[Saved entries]
::::
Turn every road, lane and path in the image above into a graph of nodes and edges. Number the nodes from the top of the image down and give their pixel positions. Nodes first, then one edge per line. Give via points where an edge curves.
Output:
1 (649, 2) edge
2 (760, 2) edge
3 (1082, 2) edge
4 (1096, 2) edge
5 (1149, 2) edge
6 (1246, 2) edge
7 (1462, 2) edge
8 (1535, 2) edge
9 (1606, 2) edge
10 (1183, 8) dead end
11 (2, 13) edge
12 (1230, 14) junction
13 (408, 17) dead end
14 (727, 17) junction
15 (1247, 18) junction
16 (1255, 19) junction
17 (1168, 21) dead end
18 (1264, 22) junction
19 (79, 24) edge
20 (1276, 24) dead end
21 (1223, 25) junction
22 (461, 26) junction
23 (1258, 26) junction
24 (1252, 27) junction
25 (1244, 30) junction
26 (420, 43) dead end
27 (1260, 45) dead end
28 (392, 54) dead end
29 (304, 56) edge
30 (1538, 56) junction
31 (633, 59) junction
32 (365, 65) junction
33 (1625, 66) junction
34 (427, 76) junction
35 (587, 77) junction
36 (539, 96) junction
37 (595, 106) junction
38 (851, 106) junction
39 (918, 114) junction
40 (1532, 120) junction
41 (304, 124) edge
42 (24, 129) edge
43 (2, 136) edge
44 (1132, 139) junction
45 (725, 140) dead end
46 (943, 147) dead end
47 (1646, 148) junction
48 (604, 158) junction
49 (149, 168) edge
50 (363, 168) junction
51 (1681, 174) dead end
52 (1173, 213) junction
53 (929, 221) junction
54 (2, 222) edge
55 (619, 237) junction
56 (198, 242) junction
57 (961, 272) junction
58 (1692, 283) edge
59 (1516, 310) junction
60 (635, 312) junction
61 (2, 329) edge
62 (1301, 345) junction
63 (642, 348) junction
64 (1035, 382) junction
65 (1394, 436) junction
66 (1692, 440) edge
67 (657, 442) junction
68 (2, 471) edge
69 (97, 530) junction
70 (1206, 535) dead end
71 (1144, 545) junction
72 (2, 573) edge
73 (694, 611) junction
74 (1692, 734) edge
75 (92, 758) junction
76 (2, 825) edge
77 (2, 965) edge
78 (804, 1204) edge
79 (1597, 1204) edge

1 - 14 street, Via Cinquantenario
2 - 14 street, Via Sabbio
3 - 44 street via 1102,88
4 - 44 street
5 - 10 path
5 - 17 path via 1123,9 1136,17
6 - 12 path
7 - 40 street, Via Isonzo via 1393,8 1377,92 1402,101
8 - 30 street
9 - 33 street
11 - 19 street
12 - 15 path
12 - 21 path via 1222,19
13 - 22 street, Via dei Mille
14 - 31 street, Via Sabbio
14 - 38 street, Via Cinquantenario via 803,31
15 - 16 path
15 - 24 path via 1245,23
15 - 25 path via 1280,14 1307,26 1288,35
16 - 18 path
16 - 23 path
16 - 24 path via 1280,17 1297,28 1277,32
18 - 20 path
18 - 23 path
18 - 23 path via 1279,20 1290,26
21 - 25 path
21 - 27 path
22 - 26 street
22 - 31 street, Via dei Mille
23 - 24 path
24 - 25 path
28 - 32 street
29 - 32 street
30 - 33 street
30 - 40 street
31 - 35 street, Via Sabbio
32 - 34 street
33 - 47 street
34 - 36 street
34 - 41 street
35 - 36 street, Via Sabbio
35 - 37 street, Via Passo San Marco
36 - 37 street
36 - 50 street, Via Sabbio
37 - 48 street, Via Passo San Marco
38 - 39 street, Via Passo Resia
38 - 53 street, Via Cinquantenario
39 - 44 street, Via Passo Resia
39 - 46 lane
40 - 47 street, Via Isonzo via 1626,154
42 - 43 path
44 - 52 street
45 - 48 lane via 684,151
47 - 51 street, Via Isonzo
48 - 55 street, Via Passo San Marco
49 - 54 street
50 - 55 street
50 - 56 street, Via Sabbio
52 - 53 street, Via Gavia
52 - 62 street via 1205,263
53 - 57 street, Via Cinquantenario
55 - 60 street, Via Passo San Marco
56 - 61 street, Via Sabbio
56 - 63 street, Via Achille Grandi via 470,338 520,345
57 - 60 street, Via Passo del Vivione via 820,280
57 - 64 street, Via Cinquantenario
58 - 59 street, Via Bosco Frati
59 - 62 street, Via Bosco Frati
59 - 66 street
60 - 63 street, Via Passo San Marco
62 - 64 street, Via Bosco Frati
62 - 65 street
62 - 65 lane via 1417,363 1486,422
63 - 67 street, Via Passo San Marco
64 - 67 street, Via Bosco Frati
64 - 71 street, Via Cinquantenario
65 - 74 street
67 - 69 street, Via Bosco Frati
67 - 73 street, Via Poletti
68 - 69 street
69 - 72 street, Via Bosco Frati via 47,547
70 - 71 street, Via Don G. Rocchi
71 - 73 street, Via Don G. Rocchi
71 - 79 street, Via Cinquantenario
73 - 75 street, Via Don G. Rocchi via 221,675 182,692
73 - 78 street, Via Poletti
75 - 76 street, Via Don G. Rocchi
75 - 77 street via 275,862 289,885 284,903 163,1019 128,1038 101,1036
::::
**What to do**
Say how many lines of the preceding data include the word "dead". The number is the whole answer.

**Solution for this problem**
11